BEGIN Source records

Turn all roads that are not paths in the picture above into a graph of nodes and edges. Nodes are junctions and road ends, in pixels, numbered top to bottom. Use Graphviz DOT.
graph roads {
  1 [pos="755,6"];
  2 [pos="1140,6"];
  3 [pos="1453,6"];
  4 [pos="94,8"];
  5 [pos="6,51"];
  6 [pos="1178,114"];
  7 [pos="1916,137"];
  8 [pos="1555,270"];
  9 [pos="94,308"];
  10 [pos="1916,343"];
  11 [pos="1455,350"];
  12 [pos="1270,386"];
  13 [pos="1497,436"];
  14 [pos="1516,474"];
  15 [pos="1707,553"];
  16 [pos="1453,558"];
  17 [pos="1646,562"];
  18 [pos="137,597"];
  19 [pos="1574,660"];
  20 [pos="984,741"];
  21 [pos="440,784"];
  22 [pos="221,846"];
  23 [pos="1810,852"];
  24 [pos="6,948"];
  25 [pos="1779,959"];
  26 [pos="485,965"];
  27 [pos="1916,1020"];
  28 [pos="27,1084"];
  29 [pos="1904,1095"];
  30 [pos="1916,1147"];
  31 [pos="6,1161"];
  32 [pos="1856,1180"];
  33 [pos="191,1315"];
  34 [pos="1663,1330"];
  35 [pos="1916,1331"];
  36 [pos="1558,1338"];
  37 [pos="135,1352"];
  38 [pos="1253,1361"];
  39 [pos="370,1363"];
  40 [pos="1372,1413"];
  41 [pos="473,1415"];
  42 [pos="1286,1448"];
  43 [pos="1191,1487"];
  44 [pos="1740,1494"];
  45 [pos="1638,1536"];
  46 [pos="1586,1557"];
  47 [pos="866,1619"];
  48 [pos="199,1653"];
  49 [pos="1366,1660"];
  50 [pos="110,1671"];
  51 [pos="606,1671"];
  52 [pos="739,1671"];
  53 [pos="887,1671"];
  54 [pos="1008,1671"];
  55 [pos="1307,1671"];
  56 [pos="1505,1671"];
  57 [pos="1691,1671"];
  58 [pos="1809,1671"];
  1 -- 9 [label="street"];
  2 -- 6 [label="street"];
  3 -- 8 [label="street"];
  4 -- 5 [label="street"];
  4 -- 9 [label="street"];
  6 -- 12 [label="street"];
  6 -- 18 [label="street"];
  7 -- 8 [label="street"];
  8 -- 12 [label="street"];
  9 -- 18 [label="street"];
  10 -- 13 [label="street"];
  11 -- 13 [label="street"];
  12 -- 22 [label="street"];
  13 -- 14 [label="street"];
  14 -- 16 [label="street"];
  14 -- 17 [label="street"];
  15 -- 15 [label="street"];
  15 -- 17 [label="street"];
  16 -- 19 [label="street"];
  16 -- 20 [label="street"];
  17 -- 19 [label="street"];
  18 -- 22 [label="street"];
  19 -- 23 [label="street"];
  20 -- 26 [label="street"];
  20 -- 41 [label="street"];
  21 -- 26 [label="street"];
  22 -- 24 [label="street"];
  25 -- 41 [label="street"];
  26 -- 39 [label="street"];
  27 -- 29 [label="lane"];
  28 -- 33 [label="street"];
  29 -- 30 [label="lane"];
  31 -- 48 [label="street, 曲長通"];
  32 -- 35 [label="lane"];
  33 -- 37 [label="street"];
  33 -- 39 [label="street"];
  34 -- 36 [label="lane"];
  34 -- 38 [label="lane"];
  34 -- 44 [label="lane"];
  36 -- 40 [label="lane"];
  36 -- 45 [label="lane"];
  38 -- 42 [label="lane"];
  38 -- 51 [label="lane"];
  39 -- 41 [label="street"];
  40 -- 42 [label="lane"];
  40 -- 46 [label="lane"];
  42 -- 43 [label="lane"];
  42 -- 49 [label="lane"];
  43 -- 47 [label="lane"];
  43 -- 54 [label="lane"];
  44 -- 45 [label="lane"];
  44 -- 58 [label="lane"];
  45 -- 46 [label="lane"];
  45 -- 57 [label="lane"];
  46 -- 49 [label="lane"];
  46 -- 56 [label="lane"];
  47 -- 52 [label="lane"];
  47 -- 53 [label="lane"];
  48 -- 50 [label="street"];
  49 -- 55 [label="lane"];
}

END Source records

Every one of the entries must be printed exactly.

Turn all roads that are not paths in the picture above into a graph of nodes and edges. Nodes are junctions and road ends, in pixels, numbered top to bottom. Use Graphviz DOT.
graph roads {
  1 [pos="755,6"];
  2 [pos="1140,6"];
  3 [pos="1453,6"];
  4 [pos="94,8"];
  5 [pos="6,51"];
  6 [pos="1178,114"];
  7 [pos="1916,137"];
  8 [pos="1555,270"];
  9 [pos="94,308"];
  10 [pos="1916,343"];
  11 [pos="1455,350"];
  12 [pos="1270,386"];
  13 [pos="1497,436"];
  14 [pos="1516,474"];
  15 [pos="1707,553"];
  16 [pos="1453,558"];
  17 [pos="1646,562"];
  18 [pos="137,597"];
  19 [pos="1574,660"];
  20 [pos="984,741"];
  21 [pos="440,784"];
  22 [pos="221,846"];
  23 [pos="1810,852"];
  24 [pos="6,948"];
  25 [pos="1779,959"];
  26 [pos="485,965"];
  27 [pos="1916,1020"];
  28 [pos="27,1084"];
  29 [pos="1904,1095"];
  30 [pos="1916,1147"];
  31 [pos="6,1161"];
  32 [pos="1856,1180"];
  33 [pos="191,1315"];
  34 [pos="1663,1330"];
  35 [pos="1916,1331"];
  36 [pos="1558,1338"];
  37 [pos="135,1352"];
  38 [pos="1253,1361"];
  39 [pos="370,1363"];
  40 [pos="1372,1413"];
  41 [pos="473,1415"];
  42 [pos="1286,1448"];
  43 [pos="1191,1487"];
  44 [pos="1740,1494"];
  45 [pos="1638,1536"];
  46 [pos="1586,1557"];
  47 [pos="866,1619"];
  48 [pos="199,1653"];
  49 [pos="1366,1660"];
  50 [pos="110,1671"];
  51 [pos="606,1671"];
  52 [pos="739,1671"];
  53 [pos="887,1671"];
  54 [pos="1008,1671"];
  55 [pos="1307,1671"];
  56 [pos="1505,1671"];
  57 [pos="1691,1671"];
  58 [pos="1809,1671"];
  1 -- 9 [label="street"];
  2 -- 6 [label="street"];
  3 -- 8 [label="street"];
  4 -- 5 [label="street"];
  4 -- 9 [label="street"];
  6 -- 12 [label="street"];
  6 -- 18 [label="street"];
  7 -- 8 [label="street"];
  8 -- 12 [label="street"];
  9 -- 18 [label="street"];
  10 -- 13 [label="street"];
  11 -- 13 [label="street"];
  12 -- 22 [label="street"];
  13 -- 14 [label="street"];
  14 -- 16 [label="street"];
  14 -- 17 [label="street"];
  15 -- 15 [label="street"];
  15 -- 17 [label="street"];
  16 -- 19 [label="street"];
  16 -- 20 [label="street"];
  17 -- 19 [label="street"];
  18 -- 22 [label="street"];
  19 -- 23 [label="street"];
  20 -- 26 [label="street"];
  20 -- 41 [label="street"];
  21 -- 26 [label="street"];
  22 -- 24 [label="street"];
  25 -- 41 [label="street"];
  26 -- 39 [label="street"];
  27 -- 29 [label="lane"];
  28 -- 33 [label="street"];
  29 -- 30 [label="lane"];
  31 -- 48 [label="street, 曲長通"];
  32 -- 35 [label="lane"];
  33 -- 37 [label="street"];
  33 -- 39 [label="street"];
  34 -- 36 [label="lane"];
  34 -- 38 [label="lane"];
  34 -- 44 [label="lane"];
  36 -- 40 [label="lane"];
  36 -- 45 [label="lane"];
  38 -- 42 [label="lane"];
  38 -- 51 [label="lane"];
  39 -- 41 [label="street"];
  40 -- 42 [label="lane"];
  40 -- 46 [label="lane"];
  42 -- 43 [label="lane"];
  42 -- 49 [label="lane"];
  43 -- 47 [label="lane"];
  43 -- 54 [label="lane"];
  44 -- 45 [label="lane"];
  44 -- 58 [label="lane"];
  45 -- 46 [label="lane"];
  45 -- 57 [label="lane"];
  46 -- 49 [label="lane"];
  46 -- 56 [label="lane"];
  47 -- 52 [label="lane"];
  47 -- 53 [label="lane"];
  48 -- 50 [label="street"];
  49 -- 55 [label="lane"];
}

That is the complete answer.